■ Exercise objective
Lines with the word "Avenue" are the answer; copy each of them from the data below.

■ Material supplied
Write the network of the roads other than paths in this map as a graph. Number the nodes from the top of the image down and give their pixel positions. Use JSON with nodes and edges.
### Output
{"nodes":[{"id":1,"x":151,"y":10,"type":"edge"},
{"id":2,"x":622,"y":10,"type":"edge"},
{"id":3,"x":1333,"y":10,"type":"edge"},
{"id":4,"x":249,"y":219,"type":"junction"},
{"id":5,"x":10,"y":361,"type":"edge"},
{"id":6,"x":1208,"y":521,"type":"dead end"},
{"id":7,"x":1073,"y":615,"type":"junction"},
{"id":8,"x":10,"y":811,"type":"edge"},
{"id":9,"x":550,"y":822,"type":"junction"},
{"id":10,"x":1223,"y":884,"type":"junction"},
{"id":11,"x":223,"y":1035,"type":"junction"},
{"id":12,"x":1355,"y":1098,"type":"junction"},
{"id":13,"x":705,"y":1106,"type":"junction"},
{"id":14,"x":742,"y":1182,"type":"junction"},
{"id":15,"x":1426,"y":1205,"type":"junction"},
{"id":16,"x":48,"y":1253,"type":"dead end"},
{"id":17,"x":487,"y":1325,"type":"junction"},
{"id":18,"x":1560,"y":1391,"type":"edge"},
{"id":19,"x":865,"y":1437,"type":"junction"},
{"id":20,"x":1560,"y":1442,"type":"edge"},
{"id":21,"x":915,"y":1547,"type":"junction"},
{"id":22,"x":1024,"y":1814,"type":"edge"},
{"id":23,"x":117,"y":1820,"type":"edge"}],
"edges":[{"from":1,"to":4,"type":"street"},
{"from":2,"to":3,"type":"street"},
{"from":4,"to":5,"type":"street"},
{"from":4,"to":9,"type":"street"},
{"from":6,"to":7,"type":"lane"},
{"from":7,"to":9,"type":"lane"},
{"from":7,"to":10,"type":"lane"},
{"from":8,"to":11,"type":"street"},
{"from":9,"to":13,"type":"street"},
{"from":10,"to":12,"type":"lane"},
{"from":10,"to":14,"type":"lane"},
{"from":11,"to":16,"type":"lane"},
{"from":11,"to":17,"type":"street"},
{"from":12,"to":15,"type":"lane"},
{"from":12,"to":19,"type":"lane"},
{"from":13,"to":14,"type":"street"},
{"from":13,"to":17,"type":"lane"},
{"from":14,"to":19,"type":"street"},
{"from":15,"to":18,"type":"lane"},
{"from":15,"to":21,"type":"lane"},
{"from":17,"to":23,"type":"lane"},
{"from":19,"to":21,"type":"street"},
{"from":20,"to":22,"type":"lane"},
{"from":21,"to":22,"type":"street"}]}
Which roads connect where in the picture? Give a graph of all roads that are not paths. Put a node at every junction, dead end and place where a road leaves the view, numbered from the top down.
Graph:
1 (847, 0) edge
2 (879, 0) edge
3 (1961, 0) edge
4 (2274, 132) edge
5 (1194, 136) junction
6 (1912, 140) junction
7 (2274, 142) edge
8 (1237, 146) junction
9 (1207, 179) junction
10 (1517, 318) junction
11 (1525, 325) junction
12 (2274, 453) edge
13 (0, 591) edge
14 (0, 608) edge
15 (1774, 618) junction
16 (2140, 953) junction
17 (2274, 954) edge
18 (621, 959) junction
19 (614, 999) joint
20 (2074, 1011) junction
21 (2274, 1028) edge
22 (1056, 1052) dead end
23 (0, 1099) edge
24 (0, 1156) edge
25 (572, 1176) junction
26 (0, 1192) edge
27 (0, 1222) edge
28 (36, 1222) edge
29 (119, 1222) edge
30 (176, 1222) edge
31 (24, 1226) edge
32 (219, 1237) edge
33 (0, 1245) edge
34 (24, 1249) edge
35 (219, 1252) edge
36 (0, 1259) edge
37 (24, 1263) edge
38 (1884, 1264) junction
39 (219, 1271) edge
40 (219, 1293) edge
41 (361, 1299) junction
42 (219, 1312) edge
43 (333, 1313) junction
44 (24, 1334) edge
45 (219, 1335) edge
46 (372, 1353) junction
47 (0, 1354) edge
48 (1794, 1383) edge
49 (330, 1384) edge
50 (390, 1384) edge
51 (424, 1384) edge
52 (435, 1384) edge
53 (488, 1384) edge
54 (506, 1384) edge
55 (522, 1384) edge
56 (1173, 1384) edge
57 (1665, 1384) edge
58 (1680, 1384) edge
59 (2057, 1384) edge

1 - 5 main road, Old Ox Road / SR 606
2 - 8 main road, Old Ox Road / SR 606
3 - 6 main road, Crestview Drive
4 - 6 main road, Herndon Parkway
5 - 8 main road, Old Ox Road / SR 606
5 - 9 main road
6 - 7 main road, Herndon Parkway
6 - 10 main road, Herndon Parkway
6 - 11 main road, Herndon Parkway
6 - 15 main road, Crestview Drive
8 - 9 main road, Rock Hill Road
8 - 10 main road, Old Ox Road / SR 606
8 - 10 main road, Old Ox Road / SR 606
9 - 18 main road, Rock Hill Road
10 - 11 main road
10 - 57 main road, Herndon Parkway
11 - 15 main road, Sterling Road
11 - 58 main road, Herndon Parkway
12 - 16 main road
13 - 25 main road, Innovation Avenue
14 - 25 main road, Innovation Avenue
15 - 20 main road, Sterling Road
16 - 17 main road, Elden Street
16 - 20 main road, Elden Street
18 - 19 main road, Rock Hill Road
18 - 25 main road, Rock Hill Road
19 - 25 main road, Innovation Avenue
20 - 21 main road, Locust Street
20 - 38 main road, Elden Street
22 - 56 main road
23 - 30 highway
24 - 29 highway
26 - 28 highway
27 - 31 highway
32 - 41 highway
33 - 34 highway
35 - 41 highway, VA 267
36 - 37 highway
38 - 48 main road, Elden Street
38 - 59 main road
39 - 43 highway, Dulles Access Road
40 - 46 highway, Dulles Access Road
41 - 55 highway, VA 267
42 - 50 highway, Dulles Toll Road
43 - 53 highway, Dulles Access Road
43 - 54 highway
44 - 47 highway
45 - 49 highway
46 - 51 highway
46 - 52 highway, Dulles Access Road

■ Written answer
13 - 25 main road, Innovation Avenue
14 - 25 main road, Innovation Avenue
19 - 25 main road, Innovation Avenue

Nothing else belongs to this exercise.